• Dataset records:
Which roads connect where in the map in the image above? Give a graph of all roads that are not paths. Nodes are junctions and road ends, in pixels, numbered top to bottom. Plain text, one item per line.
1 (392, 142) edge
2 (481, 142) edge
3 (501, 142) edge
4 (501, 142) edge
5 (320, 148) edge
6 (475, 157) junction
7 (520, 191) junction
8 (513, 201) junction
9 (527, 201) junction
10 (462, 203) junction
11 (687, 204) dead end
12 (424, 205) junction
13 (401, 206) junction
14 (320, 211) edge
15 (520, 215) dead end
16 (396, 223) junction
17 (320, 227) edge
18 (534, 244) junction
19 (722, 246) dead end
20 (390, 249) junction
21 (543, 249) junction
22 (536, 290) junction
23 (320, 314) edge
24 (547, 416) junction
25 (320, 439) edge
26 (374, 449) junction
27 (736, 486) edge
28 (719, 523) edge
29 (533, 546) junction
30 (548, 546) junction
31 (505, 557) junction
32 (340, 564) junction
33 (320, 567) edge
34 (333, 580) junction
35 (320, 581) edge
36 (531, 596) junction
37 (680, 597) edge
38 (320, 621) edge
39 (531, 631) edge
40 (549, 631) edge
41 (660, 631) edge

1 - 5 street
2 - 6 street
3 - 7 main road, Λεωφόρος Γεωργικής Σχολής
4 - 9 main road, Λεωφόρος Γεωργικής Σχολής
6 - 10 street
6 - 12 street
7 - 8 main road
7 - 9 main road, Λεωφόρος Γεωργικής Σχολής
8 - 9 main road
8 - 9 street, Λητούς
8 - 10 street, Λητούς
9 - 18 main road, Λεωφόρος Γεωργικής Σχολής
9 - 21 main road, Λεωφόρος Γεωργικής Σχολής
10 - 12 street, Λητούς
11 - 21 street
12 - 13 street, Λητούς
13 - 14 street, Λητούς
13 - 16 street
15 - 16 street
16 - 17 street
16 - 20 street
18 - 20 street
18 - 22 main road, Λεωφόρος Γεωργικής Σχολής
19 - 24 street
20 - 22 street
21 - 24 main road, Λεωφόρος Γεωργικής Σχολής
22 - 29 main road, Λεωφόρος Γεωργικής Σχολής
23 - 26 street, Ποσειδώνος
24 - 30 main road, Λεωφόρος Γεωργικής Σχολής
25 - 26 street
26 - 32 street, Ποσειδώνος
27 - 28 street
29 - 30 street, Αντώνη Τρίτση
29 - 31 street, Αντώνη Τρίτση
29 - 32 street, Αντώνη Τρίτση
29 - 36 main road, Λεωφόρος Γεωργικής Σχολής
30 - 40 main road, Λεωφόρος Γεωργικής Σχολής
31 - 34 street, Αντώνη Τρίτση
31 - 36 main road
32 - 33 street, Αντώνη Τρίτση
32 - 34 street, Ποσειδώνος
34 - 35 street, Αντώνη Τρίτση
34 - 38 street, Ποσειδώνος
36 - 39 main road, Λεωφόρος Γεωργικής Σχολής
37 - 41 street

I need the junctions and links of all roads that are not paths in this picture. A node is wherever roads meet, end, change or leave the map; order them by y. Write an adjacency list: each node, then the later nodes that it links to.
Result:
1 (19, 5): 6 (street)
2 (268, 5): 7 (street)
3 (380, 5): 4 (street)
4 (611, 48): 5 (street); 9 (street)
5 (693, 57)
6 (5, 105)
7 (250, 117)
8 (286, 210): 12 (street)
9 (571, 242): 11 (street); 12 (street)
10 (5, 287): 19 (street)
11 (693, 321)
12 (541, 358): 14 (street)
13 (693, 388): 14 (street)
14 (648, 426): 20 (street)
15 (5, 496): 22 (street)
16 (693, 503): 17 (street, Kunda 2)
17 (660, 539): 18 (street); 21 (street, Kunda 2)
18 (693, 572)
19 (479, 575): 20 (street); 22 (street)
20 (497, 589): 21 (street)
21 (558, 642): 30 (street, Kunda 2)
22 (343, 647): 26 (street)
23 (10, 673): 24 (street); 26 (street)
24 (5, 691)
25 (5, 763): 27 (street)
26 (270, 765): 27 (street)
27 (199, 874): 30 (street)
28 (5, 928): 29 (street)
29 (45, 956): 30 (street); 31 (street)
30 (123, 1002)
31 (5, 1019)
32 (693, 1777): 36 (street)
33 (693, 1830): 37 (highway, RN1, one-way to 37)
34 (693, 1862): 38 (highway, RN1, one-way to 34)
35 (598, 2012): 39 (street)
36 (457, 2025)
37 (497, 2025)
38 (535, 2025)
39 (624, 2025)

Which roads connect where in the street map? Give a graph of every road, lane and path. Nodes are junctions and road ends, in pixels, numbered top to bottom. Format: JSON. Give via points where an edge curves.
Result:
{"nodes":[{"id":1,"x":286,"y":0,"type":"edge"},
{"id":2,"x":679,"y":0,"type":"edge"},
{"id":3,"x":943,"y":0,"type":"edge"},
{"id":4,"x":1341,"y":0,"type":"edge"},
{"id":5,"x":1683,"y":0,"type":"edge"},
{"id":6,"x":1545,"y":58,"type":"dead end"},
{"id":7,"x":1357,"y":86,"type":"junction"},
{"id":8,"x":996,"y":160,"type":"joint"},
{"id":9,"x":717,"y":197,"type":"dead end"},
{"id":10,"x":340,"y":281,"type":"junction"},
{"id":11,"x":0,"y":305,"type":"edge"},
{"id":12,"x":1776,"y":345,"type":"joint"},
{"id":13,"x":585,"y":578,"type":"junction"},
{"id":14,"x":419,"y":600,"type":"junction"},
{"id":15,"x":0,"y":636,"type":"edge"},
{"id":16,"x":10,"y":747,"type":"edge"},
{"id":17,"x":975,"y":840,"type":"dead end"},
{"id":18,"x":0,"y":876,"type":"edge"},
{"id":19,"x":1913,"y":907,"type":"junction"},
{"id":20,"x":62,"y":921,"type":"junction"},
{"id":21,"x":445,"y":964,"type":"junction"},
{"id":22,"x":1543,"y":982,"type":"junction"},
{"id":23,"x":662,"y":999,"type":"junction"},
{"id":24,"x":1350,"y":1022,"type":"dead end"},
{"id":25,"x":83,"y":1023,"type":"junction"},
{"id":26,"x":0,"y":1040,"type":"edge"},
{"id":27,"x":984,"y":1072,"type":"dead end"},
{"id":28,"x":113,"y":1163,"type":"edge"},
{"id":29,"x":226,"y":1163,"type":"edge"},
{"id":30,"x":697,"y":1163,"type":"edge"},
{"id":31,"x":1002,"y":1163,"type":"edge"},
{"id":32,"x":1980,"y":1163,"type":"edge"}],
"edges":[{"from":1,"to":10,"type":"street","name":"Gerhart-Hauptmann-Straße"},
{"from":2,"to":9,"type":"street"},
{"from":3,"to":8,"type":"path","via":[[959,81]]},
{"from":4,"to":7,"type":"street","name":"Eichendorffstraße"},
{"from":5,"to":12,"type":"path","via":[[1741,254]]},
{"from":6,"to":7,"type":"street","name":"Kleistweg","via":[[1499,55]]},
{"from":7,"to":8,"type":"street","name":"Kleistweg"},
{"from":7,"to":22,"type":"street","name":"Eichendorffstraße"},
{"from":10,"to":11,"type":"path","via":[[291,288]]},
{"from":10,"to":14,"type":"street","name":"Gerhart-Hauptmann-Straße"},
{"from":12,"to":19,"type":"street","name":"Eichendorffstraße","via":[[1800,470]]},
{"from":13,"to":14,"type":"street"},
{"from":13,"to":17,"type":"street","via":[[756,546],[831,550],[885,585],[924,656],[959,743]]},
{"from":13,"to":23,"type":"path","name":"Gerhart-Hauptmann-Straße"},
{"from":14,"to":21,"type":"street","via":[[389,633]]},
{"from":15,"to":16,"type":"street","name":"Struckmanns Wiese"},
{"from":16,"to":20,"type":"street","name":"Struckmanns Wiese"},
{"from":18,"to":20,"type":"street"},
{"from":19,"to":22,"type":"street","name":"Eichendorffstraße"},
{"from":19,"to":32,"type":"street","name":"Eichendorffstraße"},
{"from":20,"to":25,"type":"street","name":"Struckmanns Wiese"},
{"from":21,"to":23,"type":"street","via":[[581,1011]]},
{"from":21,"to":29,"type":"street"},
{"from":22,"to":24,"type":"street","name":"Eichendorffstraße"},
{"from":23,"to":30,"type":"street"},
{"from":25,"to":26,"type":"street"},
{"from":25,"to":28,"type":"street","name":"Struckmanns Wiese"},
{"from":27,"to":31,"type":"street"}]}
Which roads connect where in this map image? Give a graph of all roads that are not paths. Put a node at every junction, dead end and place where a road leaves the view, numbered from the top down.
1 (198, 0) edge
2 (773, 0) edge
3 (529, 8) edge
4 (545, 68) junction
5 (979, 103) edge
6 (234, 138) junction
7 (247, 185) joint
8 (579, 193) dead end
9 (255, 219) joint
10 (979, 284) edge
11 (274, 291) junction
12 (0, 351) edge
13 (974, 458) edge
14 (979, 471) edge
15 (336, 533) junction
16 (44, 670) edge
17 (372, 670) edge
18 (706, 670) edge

• About this task:
State the number of lines in the preceding entries that include the word "Struckmanns". Provide nothing else.

• Written response:
4